L’origine del ballo fox-trot


Fox-trot ballo photo credits wikipedia
Fox-trot

Il ballo fox-trot è una danza di origine americana, che prende spunto dalla musica popolare denominata ragtime, suonata dai pianisti nei locali americani sin dal 1800. Da quel tipo di danza hanno preso avvio i movimenti e i ritmi di quello che oggi viene conosciuto come fox-trot. L’espressione fox-trot significa letteralmente “trotto della volpe”, ma in realtà penderebbe origine dall’attore Harry Fox, che l’ha ballato per la prima volta nel 1913 insieme alla moglie. Il successo del fox-trot è avvenuto sin dall’inizio a New York, diffondendosi poi anche in Inghilterra e nel resto del mondo. Con il passare del tempo il genere del fox-trot originario è stato completamente stravolto, dividendosi in due tipologie.

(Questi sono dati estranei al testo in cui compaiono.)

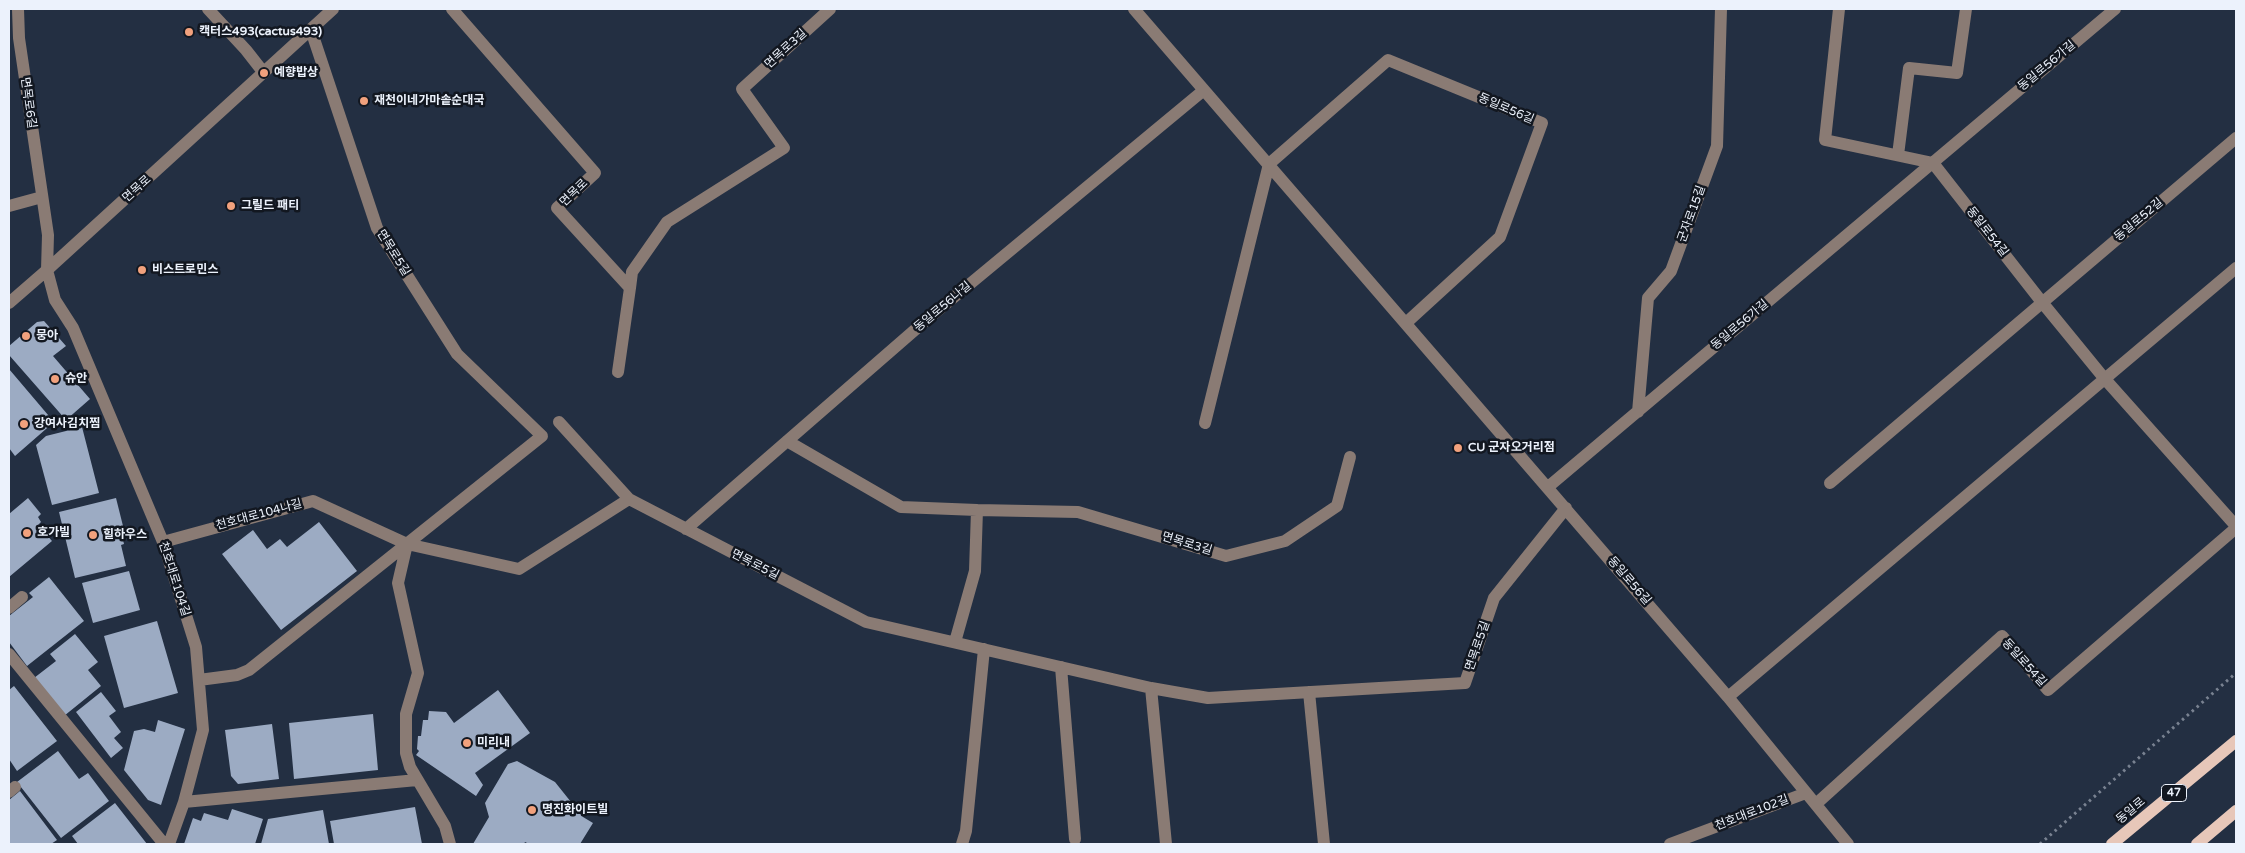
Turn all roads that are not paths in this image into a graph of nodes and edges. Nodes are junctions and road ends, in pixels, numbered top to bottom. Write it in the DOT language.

Lo slow fox è una versione lenta del fox-trot, celebrata in modo particolare da Frank Sinatra.
Il quick step consiste in una serie di movimenti veloci, che viene spesso assimilato ad altri due tipi di balli come il Charleston e lo Shang.
Il fox trot è principalmente un ballo di coppia, basato su passi lunghi, movimenti simultanei e la cosiddetta spinta del piede tocco-pianta.
Quando l’uomo avanza con il piede sinistro, la donna risponde indietreggiando il piede destro. A questo punto l’uomo avanza con il piede destro e di conseguenza la donna lo fa con il sinistro. Per quanto riguarda invece i passi laterali l’uomo va verso sinistra, mentre la donna va verso destra. Infine i ballerini devono riportare i piedi uniti, così come all’inizio della danza. Questi sono i cosiddetti passi base del fox-trot. Ma questo tipo di danza prevede una serie di giravolte e promenade che lo caratterizzano come un ballo complesso.